Well, that triggered the waterfall again. “Decorate!” I sobbed into Yoni’s soft fur. “What’s there to decorate? The worst part is there won’t even be a tree this year, not even a twig or candle!”

Yoni put his velvety paw on my arm. It was almost as if he wanted to tell me something. “There is so much you can do!”

I remember hugging Yoni. I was kind of thankful that he got me up. I watched the snowflakes outside my window. They swirled and danced in the wind and looked like big, white mosquitoes. When I grew tired of watching, I turned on the light and tried to follow Yoni’s advice. Baking cookies might get me into some Christmas spirit.

It was no good. “Yoni, it’s not working!”

I started to cry again. My room was now as dark as my mood. I couldn’t find a bulb right away. Even when I finally got the light back on, I didn’t feel any different.

I must have startled Yoni when, all of a sudden, it came to me. “Yoni, I’ve got it! I’ve got it!”

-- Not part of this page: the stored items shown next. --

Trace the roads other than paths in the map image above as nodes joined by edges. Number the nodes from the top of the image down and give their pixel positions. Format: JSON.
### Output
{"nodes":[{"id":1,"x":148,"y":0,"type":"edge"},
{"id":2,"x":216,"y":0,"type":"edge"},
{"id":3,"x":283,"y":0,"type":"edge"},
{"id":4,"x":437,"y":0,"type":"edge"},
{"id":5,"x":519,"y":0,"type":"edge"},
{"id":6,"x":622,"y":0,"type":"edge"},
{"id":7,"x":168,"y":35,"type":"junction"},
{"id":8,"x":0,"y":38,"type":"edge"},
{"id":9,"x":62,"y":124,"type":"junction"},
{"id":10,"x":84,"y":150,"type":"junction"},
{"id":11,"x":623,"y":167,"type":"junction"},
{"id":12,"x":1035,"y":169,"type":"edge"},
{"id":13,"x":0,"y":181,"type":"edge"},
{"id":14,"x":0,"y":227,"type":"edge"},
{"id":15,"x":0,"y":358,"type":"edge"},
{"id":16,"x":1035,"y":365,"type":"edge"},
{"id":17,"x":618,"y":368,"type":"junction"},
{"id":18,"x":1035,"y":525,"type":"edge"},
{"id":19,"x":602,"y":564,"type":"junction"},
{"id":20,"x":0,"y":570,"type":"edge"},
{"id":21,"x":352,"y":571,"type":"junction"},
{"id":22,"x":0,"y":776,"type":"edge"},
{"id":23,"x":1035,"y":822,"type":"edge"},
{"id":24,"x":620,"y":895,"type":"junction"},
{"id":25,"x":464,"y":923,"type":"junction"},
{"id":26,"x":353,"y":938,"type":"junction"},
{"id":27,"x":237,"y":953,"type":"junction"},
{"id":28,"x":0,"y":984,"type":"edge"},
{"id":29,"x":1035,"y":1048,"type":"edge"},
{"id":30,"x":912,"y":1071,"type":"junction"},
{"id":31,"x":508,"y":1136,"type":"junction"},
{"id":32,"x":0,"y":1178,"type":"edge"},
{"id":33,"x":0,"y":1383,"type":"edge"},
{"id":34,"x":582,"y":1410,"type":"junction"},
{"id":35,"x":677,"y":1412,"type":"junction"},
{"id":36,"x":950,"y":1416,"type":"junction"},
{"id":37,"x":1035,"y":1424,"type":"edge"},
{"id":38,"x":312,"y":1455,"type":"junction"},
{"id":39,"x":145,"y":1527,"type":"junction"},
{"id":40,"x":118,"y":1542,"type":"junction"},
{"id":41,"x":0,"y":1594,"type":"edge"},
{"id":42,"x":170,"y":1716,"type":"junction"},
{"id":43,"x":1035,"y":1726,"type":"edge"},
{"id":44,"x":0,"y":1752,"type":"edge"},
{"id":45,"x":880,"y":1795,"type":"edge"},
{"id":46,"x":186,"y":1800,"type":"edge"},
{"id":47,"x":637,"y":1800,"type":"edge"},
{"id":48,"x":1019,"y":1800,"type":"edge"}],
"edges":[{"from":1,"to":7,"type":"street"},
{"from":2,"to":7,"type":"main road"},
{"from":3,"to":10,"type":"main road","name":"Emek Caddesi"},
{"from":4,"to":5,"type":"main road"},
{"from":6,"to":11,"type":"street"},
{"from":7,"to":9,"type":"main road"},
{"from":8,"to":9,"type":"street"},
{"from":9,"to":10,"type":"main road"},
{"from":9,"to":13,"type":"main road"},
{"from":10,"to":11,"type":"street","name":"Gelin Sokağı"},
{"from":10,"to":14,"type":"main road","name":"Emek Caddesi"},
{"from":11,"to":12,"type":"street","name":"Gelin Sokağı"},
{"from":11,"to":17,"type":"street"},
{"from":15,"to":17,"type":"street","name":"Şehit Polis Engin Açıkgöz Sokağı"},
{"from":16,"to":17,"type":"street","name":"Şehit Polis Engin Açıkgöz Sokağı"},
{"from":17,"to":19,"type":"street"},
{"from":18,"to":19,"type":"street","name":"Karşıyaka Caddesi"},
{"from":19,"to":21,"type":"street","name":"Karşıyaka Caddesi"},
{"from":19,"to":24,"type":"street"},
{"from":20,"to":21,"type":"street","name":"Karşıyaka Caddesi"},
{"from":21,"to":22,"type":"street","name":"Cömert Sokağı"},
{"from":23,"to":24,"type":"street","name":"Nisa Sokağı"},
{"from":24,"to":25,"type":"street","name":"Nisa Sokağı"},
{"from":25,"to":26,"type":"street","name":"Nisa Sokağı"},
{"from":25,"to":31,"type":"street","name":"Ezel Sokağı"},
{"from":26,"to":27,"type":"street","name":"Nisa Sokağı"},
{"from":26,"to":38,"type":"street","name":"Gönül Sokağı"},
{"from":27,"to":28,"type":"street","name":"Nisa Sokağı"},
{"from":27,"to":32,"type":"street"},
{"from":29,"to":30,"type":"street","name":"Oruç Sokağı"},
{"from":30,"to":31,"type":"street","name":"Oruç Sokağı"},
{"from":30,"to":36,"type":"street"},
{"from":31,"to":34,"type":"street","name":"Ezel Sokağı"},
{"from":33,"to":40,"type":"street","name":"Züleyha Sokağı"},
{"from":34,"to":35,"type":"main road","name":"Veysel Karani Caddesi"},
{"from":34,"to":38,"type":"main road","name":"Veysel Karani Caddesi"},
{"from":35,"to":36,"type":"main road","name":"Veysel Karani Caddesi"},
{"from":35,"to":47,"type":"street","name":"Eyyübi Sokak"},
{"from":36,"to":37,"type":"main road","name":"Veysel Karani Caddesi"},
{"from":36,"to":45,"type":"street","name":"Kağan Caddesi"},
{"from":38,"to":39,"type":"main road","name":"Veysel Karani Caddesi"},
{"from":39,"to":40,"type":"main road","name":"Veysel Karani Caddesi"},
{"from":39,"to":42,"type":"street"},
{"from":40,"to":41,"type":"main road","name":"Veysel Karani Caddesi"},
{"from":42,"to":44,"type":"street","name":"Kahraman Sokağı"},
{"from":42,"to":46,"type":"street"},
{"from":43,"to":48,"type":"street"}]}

It was all so simple. I remembered other times. A very special Christmas flashed in my mind. I could almost feel again how good it had been when Mom, my friend Doris and I brought toys, warm clothes and some beautiful books to the orphanage two blocks from our home.

I remembered how happy the boys and girls looked when Santa gave them their gifts. One little girl didn’t want to leave. She stayed right next to Santa and said over and over and over again, “Santa, I love you. When will you come again? Tomorrow? Yes? Will you? Please!”

It all clicked. Yoni looked startled again when I jumped up. “Yoni, I know what to do. No more feeling sorry for myself. I am going to make this Christmas special. Do you understand, Yoni?”

Yoni meowed his approval while my thoughts were running. A good thing I still had the origami set. I went to work and made some real pretty ornaments. Yoni must have thought they were nice too. He wanted to play with them.

Now that there were ornaments, I had to figure out where to put them. The next day I went for a walk and found a large fir branch that I decorated. I also finished baking the vanillin crescents I had started and put them in the bright red tin Mom had brought home one day.

There was only one thing to do. I went to the kitchen to call the hospital. My mother would be so happy.
The phone rang. It was Mom. “Madeline, guess what? I’ll be home for Christmas. I feel so much better. Are you there? Madeline?”

“Mom, I can’t believe it! It’s you. I was just going to call you. Mom, are you really coming home?”

A Christmas miracle! I hugged Yoni. We both knew that the three of us would have a wonderful holiday.
In a few days it’s going to be Christmas again. I can’t wait to give Mom my present. I know she’ll like it a lot.